[New Movie Gravity] Watch Gravity Full Movie Streaming 2013 Online HDQ Free -PVR
WATCH GRAVITY ONLINE MEGA MOVIE FULL IN HD - Believe the hype: “Gravity” is as jaw-droppingly spectacular as you’ve heard — magnificent from a technical perspective but also a marvel of controlled acting and precise tone. This is not hyperbole: This is the best film I’ve seen so far this year.
I seriously have no idea how Alfonso Cuaron made this movie. I mean, I have some idea, and it involves many, many talented people in front of many, many computers. But the fact that we genuinely feel like we’re watching George Clooney and Sandra Bullock in space — floating, tumbling, hurtling, clinging to each other for life — is just a mind-bogglingly impressive thing. We forget that these are A-list stars and become totally immersed in their characters’ struggle to survive.
My good friend Justin Chang at Variety put it best when he said: “See it in 3D, on the biggest screen you can find.” If there’s an IMAX theater near you, get there. If there isn’t an IMAX theater, hop in your car and drive to one. I saw it in plain-old 3-D and was blown away — I can’t even imagine how much more mesmerizing it would have been in IMAX.
“Gravity” does everything right in ways that are both big and small. It’s beautiful and horrifying, detailed yet enormous, specific yet universally relatable. Yes, it’s about how space can be a wondrous and unforgiving place but it’s also about earthly human truths: love and loss, perseverance and redemption.
You’re sure to find yourself reacting viscerally in some way, perhaps in many ways. I was surprised to find myself on the verge on tears nearly the whole time, so moved was I by the awesomeness of the images, then by the intimate, dreamlike way in which these two characters reveal themselves to each other, and ultimately by the sheer force of will in the face of impossible peril. But “Gravity” is primarily an incredibly intense experience: 90 minutes of tight jaw, crossed legs and clenched fists. The story itself, which director Cuaron wrote with his son, Jonas, may strike you as formulaic at first, but it will startle you again and again.
It begins with a bravura single take that seems to go on forever: A speck in the distance set against an infinite blackness grows closer and closer until it’s clear that we’re looking at actual people, 600 km above Earth, working on the Hubble Telescope.
Bullock’s Dr. Ryan Stone is an accomplished medical engineer making her first shuttle mission. She is all business — focusing hard on doing everything right, understandably nervous in this foreign and complex scenario. Bullock does so much in this film simply through breathing, voice modulation and subtle facial expressions; long before things get gnarly, we have a great feeling for who she is.

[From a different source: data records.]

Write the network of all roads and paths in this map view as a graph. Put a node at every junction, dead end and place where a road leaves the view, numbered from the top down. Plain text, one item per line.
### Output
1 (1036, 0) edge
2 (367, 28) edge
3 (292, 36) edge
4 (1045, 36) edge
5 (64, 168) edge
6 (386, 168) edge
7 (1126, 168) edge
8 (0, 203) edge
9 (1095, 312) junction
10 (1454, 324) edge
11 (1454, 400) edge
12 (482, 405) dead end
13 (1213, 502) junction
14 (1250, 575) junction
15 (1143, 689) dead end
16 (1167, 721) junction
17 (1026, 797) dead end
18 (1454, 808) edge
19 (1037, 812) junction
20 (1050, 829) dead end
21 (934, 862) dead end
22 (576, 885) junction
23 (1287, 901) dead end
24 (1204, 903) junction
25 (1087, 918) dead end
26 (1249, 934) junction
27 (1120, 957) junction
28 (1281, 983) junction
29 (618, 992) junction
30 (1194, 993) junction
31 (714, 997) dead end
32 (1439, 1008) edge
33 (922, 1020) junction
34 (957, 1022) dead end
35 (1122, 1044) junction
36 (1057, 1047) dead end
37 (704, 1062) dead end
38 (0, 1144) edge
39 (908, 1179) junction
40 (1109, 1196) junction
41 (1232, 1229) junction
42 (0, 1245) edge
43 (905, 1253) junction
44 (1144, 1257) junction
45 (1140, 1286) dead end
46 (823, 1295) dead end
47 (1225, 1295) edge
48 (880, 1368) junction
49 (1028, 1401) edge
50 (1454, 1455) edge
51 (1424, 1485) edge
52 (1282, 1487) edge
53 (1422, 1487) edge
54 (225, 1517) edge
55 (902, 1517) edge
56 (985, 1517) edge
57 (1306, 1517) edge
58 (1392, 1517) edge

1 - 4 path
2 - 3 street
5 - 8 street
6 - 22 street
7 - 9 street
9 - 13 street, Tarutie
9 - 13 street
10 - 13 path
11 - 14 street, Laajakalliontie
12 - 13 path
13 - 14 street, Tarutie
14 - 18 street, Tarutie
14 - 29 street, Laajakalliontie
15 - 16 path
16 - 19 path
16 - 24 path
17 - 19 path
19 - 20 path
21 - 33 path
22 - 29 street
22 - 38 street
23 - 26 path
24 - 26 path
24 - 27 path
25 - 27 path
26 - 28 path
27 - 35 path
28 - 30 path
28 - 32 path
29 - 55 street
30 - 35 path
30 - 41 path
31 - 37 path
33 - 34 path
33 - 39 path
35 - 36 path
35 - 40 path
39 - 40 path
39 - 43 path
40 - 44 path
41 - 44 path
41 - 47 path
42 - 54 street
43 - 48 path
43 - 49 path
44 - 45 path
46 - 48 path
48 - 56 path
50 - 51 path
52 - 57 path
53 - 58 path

On the other end of the spectrum is Clooney’s Matt Kowalski, a veteran astronaut making his final mission. “Matt, it’s been a privilege,” his longtime colleagues tell him. This means something terrible surely will befall him. Kowalski glides around the telescope with a jet-pack strapped to his back, glibly joking with Mission Control, playing country songs, telling tall tales.
“Houston, I have a bad feeling about this mission,” he kids, as usual. Clooney is doing Danny Ocean in space, his rich voice oozing charisma and a wry worldliness. But his cool confidence becomes crucial once this seemingly routine operation turns ugly — which it does, in a hurry.
Debris from a neighboring space station is flying toward them, forcing them to abort the mission and climb back into the shuttle. But the crew members don’t all make it in time, leaving Stone and Kowalski floating in the darkness once a storm of metal and mass arrives. Cuaron’s use of 3-D is particularly strong in these massive action sequences — it’s flinch-inducing — but he also finds the delicacy in the technology in quieter moments.
Suddenly, all these two have is each other; tethered together, cut off from Earth, running out of time and oxygen, they search for a way back home and hope to avoid the next wave of debris. “Gravity” often feels the a dazzlingly high-tech play on film, with two expert actors playing off each other brilliantly. And just when it seems as if things couldn’t possibly get any worse … they do.
I wouldn’t dream of telling you where “Gravity” goes from here as it evolves and reveals its characters’ resourcefulness and resolve. I will say this is the performance of Bullock’s career, as she rises to the challenge of conveying a history and an arc in the smallest of ways and the tightest of circumstances. Like the film as a whole, it’s a breathtaking thing to behold.